Stored data entries.

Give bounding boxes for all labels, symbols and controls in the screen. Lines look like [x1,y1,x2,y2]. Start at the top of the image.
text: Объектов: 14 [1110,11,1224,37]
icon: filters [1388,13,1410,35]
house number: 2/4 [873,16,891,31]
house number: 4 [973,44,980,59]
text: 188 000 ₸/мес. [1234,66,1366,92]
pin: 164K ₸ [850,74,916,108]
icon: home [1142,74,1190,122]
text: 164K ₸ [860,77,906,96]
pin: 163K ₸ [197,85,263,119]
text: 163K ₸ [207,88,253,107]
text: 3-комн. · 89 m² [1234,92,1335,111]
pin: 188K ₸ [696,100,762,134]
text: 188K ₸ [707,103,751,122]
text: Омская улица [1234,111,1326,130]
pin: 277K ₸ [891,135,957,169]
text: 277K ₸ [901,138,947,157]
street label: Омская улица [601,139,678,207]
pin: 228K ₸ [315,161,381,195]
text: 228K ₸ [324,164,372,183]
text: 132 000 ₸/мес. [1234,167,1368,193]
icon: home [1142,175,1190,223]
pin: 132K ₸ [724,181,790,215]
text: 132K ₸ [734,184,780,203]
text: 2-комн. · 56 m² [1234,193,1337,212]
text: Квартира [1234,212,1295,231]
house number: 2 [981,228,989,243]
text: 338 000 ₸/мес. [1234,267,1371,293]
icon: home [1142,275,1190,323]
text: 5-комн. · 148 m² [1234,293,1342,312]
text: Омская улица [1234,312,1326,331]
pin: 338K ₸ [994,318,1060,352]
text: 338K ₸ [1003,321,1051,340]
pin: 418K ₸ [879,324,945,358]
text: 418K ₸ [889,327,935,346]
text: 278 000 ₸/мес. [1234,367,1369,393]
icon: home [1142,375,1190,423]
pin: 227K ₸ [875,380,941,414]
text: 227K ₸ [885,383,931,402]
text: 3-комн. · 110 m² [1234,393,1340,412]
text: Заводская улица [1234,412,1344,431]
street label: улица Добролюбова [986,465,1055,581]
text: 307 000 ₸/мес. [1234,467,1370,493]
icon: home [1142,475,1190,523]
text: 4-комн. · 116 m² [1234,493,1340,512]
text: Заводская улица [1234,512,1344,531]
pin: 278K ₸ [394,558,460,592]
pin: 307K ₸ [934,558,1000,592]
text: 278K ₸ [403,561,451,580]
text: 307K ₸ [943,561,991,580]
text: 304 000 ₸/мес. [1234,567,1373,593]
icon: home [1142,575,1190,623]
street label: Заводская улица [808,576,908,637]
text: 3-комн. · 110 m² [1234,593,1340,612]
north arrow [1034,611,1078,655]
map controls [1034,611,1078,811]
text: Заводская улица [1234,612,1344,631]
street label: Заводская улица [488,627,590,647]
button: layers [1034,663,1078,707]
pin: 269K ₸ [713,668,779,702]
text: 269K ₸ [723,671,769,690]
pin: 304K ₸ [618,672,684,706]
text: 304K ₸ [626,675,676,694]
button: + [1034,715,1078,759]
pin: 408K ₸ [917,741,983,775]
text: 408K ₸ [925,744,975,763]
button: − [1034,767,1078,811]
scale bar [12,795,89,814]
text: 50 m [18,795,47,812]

Your goal. The entries listed above are to be output exactly. Leave none out.

Worked solution.
Give bounding boxes for all labels, symbols and controls in the screen. Lines look like [x1,y1,x2,y2]. Start at the top of the image.
text: Объектов: 14 [1110,11,1224,37]
icon: filters [1388,13,1410,35]
house number: 2/4 [873,16,891,31]
house number: 4 [973,44,980,59]
text: 188 000 ₸/мес. [1234,66,1366,92]
pin: 164K ₸ [850,74,916,108]
icon: home [1142,74,1190,122]
text: 164K ₸ [860,77,906,96]
pin: 163K ₸ [197,85,263,119]
text: 163K ₸ [207,88,253,107]
text: 3-комн. · 89 m² [1234,92,1335,111]
pin: 188K ₸ [696,100,762,134]
text: 188K ₸ [707,103,751,122]
text: Омская улица [1234,111,1326,130]
pin: 277K ₸ [891,135,957,169]
text: 277K ₸ [901,138,947,157]
street label: Омская улица [601,139,678,207]
pin: 228K ₸ [315,161,381,195]
text: 228K ₸ [324,164,372,183]
text: 132 000 ₸/мес. [1234,167,1368,193]
icon: home [1142,175,1190,223]
pin: 132K ₸ [724,181,790,215]
text: 132K ₸ [734,184,780,203]
text: 2-комн. · 56 m² [1234,193,1337,212]
text: Квартира [1234,212,1295,231]
house number: 2 [981,228,989,243]
text: 338 000 ₸/мес. [1234,267,1371,293]
icon: home [1142,275,1190,323]
text: 5-комн. · 148 m² [1234,293,1342,312]
text: Омская улица [1234,312,1326,331]
pin: 338K ₸ [994,318,1060,352]
text: 338K ₸ [1003,321,1051,340]
pin: 418K ₸ [879,324,945,358]
text: 418K ₸ [889,327,935,346]
text: 278 000 ₸/мес. [1234,367,1369,393]
icon: home [1142,375,1190,423]
pin: 227K ₸ [875,380,941,414]
text: 227K ₸ [885,383,931,402]
text: 3-комн. · 110 m² [1234,393,1340,412]
text: Заводская улица [1234,412,1344,431]
street label: улица Добролюбова [986,465,1055,581]
text: 307 000 ₸/мес. [1234,467,1370,493]
icon: home [1142,475,1190,523]
text: 4-комн. · 116 m² [1234,493,1340,512]
text: Заводская улица [1234,512,1344,531]
pin: 278K ₸ [394,558,460,592]
pin: 307K ₸ [934,558,1000,592]
text: 278K ₸ [403,561,451,580]
text: 307K ₸ [943,561,991,580]
text: 304 000 ₸/мес. [1234,567,1373,593]
icon: home [1142,575,1190,623]
street label: Заводская улица [808,576,908,637]
text: 3-комн. · 110 m² [1234,593,1340,612]
north arrow [1034,611,1078,655]
map controls [1034,611,1078,811]
text: Заводская улица [1234,612,1344,631]
street label: Заводская улица [488,627,590,647]
button: layers [1034,663,1078,707]
pin: 269K ₸ [713,668,779,702]
text: 269K ₸ [723,671,769,690]
pin: 304K ₸ [618,672,684,706]
text: 304K ₸ [626,675,676,694]
button: + [1034,715,1078,759]
pin: 408K ₸ [917,741,983,775]
text: 408K ₸ [925,744,975,763]
button: − [1034,767,1078,811]
scale bar [12,795,89,814]
text: 50 m [18,795,47,812]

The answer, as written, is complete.